La prima volta che Carl Bernstein e Bob Woodward scrissero insieme un articolo fu domenica 18 luglio. Da allora divennero inseparabili e pubblicarono sempre in coppia. Il 1° agosto 1972 ilWashington Post rivela che un assegno da 25 mila dollari diretto alla campagna di Nixon era stato liquidato nel conto di uno degli arrestati al Watergate. È ancora poco chiaro cosa abbia spinto i potenti uomini della Casa Bianca a un’operazione di spionaggio di quel genere nei confronti del rivale democratico: Nixon quell’anno venne rieletto con facilità.
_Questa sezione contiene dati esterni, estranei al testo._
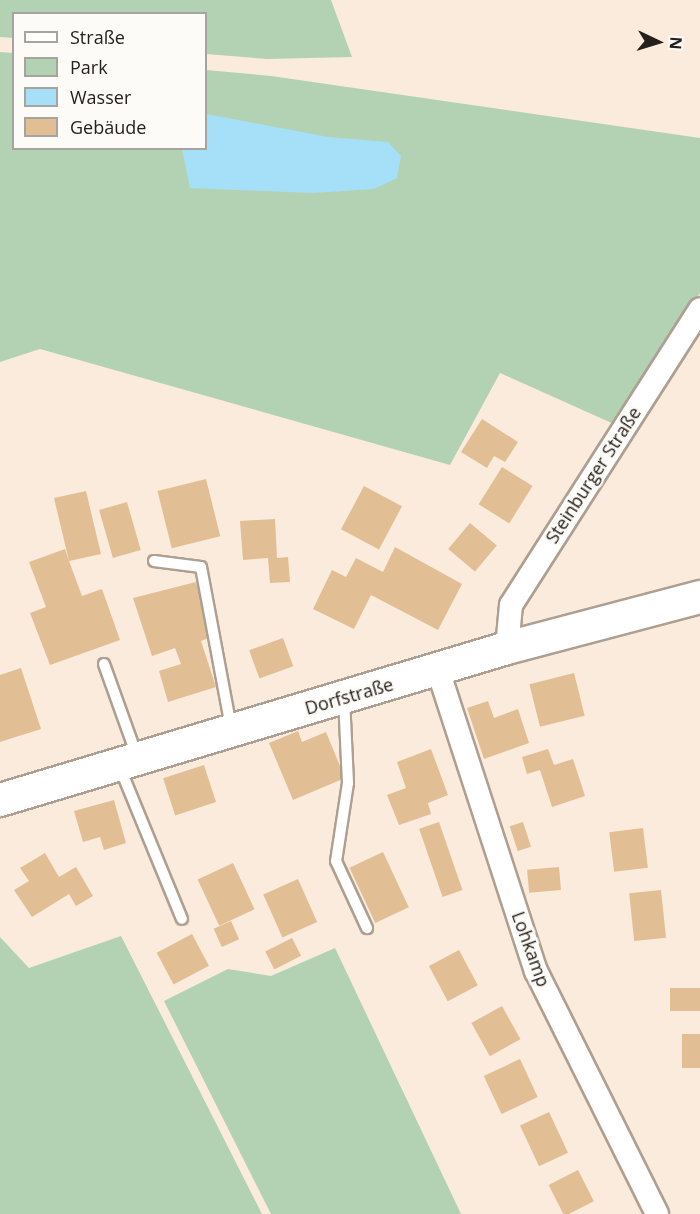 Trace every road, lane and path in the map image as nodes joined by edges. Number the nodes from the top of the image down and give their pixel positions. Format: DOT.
graph roads {
  1 [pos="700,309"];
  2 [pos="154,561"];
  3 [pos="700,597"];
  4 [pos="507,648"];
  5 [pos="104,664"];
  6 [pos="438,670"];
  7 [pos="344,698"];
  8 [pos="231,731"];
  9 [pos="128,762"];
  10 [pos="0,800"];
  11 [pos="182,919"];
  12 [pos="367,928"];
  13 [pos="657,1214"];
  1 -- 4 [label="street, Steinburger Straße"];
  2 -- 8 [label="lane"];
  3 -- 4 [label="street, Dorfstraße"];
  4 -- 6 [label="street, Dorfstraße"];
  5 -- 9 [label="lane"];
  6 -- 7 [label="street, Dorfstraße"];
  6 -- 13 [label="street, Lohkamp"];
  7 -- 8 [label="street, Dorfstraße"];
  7 -- 12 [label="lane"];
  8 -- 9 [label="street, Dorfstraße"];
  9 -- 10 [label="street, Dorfstraße"];
  9 -- 11 [label="lane"];
}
La leggenda sostiene che il Watergate inizia per una questione di soldi e i “ladri” sembrano essere usciti dalla fantasia di un romanziere. Ma le decine di articoli delWashington Post e il meticoloso lavoro di due (o tre) eccezionali cronisti hanno dimostrato la realtà del complotto contro la democrazia. E dopo 50 anni sono diventati Storia.